# Acting tips for an audition?



## Wolf (Jul 2, 2011)

Hey HF. I have an acting audition coming up in about 2-3 weeks for a haunted amusement park. I heard they hire around 400 people. I've done a home haunt for several years AND acted in it, but I have no clue what the professionals look for! I know the basic things like "be loud" and "come up with a character" and such. Any tips to completely nail the audition? I think they hire on the spot.


----------



## Wolf (Jul 2, 2011)

Also, do haunt managers care what you physically look like? I'm pretty skinny with a bit of acne. I don't know if that gets in the way of make-up to pros, but it hasn't for me.


----------



## RoxyBlue (Oct 6, 2008)

Take a look at this thread - pretty much the same question posed and lots of good suggestions:

http://www.hauntforum.com/showthread.php?t=26859


----------



## Wolf (Jul 2, 2011)

Thanks, Roxy. The tips in there helped me a bit... Especially the one about not looking bored


----------



## Wolf (Jul 2, 2011)

Still, I need to know if haunters mind if actor applicants are skinny and have a bit of acne... I have no clue if that affects hiring.


----------



## Dark Star (Nov 6, 2007)

We hired lots of actors that were quite thin and the acne would not have been a problem either. We looked for enthusiasm over all, the ability to do a scare and if you can stay in character.


----------



## BioHazardCustoms (Aug 5, 2009)

What we've always looked for in the past is not so much physical appearance, but the ability to stay in character, especially when someone is heckling you (my favorite part of auditions, lol) ability to carry off a character, as in make the character seem real and not just a guy in a costume, and mental intimidation factor. By mental intimidation factor, I mean your demeanor when in character. Is your character malevolent, or creepy, or downright disturbing? 

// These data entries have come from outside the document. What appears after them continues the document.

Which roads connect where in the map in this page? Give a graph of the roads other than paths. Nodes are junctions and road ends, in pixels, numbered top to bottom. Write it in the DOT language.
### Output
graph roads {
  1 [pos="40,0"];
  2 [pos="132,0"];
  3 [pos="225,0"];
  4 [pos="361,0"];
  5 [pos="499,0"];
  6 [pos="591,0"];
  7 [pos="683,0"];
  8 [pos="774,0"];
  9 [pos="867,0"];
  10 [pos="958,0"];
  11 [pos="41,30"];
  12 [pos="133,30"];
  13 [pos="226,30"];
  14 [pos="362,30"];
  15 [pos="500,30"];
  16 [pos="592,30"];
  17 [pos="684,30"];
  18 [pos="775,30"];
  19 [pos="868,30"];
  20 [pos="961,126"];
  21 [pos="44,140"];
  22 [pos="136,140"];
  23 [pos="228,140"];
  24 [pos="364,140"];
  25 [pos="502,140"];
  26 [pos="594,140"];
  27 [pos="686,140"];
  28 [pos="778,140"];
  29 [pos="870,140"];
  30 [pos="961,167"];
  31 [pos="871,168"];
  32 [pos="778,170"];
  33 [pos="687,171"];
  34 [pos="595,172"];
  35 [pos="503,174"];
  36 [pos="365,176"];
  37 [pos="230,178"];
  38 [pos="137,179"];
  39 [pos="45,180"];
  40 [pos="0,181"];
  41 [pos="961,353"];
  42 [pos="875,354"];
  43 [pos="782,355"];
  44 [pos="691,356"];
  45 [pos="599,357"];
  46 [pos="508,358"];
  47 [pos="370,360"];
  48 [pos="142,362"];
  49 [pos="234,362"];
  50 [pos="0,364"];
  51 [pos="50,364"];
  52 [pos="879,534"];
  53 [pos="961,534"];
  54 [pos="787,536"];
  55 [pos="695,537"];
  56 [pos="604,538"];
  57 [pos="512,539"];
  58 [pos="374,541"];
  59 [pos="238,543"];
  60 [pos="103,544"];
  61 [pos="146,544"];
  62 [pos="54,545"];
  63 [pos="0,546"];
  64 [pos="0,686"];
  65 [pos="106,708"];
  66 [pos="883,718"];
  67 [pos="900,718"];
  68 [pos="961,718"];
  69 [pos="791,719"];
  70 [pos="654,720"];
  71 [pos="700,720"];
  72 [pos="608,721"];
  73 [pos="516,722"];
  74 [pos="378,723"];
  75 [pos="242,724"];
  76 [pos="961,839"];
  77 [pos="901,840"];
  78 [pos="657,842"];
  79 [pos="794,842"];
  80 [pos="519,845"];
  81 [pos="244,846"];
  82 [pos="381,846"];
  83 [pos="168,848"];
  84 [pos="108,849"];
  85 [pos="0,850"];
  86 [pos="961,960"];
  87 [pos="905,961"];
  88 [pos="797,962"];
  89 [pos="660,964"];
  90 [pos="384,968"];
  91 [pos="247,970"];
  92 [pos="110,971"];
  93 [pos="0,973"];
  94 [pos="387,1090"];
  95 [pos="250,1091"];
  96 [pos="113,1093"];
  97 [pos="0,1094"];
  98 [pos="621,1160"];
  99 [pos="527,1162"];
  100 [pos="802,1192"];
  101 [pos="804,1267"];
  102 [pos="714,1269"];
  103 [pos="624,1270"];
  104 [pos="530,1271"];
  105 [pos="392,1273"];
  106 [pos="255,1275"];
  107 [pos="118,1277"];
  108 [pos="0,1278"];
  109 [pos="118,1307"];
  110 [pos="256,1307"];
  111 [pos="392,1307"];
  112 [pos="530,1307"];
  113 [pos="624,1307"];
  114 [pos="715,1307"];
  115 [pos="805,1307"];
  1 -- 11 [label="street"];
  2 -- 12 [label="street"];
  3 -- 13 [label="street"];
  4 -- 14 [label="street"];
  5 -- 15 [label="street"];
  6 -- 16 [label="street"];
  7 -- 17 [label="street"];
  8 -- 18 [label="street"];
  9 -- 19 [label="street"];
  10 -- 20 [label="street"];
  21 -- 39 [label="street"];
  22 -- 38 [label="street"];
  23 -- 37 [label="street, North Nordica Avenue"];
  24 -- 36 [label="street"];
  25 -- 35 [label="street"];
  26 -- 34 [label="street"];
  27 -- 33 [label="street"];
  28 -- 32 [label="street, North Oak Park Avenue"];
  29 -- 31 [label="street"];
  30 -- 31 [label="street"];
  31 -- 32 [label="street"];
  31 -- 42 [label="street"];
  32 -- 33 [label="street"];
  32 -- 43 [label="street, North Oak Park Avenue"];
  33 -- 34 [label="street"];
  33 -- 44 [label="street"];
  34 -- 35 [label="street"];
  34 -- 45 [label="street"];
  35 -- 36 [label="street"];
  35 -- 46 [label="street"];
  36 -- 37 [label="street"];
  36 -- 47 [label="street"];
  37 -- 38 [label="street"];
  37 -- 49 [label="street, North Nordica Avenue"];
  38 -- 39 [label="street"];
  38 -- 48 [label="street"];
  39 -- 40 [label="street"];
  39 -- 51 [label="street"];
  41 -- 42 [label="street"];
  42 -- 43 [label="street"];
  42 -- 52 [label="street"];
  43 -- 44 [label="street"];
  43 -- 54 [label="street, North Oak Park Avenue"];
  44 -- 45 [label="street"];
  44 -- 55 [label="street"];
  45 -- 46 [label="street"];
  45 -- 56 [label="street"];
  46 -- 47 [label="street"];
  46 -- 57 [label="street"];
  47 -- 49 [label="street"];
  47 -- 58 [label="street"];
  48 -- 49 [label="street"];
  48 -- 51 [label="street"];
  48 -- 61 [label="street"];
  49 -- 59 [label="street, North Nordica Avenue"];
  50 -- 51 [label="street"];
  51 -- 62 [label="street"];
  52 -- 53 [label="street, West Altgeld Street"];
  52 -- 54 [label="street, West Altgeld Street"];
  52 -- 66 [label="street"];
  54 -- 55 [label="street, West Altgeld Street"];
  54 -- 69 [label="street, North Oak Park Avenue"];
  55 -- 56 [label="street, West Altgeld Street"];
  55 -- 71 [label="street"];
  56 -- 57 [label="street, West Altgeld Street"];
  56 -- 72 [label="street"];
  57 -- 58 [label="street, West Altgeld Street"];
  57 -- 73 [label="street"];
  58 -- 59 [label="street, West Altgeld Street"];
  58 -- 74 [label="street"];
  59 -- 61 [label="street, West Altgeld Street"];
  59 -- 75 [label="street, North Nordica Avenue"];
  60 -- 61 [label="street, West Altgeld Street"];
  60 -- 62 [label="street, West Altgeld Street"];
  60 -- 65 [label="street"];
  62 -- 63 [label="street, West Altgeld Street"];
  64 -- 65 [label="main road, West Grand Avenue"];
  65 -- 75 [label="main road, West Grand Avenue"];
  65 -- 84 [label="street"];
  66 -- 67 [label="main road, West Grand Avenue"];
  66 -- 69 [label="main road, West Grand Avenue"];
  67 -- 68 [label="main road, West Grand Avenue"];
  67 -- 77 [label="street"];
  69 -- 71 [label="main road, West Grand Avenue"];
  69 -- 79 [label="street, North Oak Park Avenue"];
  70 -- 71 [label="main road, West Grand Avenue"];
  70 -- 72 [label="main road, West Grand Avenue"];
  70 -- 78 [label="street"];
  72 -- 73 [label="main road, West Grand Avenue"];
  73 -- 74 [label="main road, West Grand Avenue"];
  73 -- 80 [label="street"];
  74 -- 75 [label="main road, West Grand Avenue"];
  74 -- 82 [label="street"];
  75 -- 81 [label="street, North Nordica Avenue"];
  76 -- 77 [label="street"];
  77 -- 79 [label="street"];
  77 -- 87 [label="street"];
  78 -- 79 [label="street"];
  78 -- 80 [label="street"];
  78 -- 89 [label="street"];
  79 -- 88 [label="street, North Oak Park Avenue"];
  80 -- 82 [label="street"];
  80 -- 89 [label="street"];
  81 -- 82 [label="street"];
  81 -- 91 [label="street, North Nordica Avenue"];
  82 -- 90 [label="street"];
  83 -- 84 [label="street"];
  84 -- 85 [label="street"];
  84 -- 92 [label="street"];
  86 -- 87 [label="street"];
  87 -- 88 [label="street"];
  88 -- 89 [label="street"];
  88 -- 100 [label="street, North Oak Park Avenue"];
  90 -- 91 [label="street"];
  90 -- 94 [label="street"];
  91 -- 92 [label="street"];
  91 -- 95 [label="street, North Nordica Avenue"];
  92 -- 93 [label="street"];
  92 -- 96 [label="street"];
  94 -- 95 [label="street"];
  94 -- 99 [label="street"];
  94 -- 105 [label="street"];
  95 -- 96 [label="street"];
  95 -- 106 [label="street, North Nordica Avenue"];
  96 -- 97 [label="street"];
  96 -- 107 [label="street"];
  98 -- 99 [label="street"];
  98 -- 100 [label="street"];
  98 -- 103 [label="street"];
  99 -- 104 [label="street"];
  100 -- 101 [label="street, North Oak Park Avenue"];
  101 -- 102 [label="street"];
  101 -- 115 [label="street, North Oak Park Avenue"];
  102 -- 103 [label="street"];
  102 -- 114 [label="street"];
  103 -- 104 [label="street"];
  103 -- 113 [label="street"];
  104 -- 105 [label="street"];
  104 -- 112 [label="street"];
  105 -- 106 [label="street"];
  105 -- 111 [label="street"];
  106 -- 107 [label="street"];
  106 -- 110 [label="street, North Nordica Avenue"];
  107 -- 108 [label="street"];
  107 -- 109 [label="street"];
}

Some good insights into this can be a few of Revenant's "theater of the mind" segment on Hauntcast. There's one where he tells a story of crashing someone else's haunt when he was a kid, and the guy ended up letting him stay for the rest of the night, because he was a natural actor. I can't remember which episode of Hauntcast it was on at the moment, but I'll try to look it up and post back here.

You have to make your character your own, all the way down to demeanor, mannerisms, speech patterns, any random twitches or oddities, etc. Believe it or not, some makeup artists can make use of your acne and turn you into a very disturbing leper or zombie.
Hope this helps!


----------



## Wolf (Jul 2, 2011)

BioHazardCustoms said:


> What we've always looked for in the past is not so much physical appearance, but the ability to stay in character, especially when someone is heckling you (my favorite part of auditions, lol) ability to carry off a character, as in make the character seem real and not just a guy in a costume, and mental intimidation factor. By mental intimidation factor, I mean your demeanor when in character. Is your character malevolent, or creepy, or downright disturbing?
> 
> Some good insights into this can be a few of Revenant's "theater of the mind" segment on Hauntcast. There's one where he tells a story of crashing someone else's haunt when he was a kid, and the guy ended up letting him stay for the rest of the night, because he was a natural actor. I can't remember which episode of Hauntcast it was on at the moment, but I'll try to look it up and post back here.
> 
> ...


Thanks! I have a character I could audition as in mind. I'll be sure to add some random twitches in there as well. Seems like people like that kind of stuff.


----------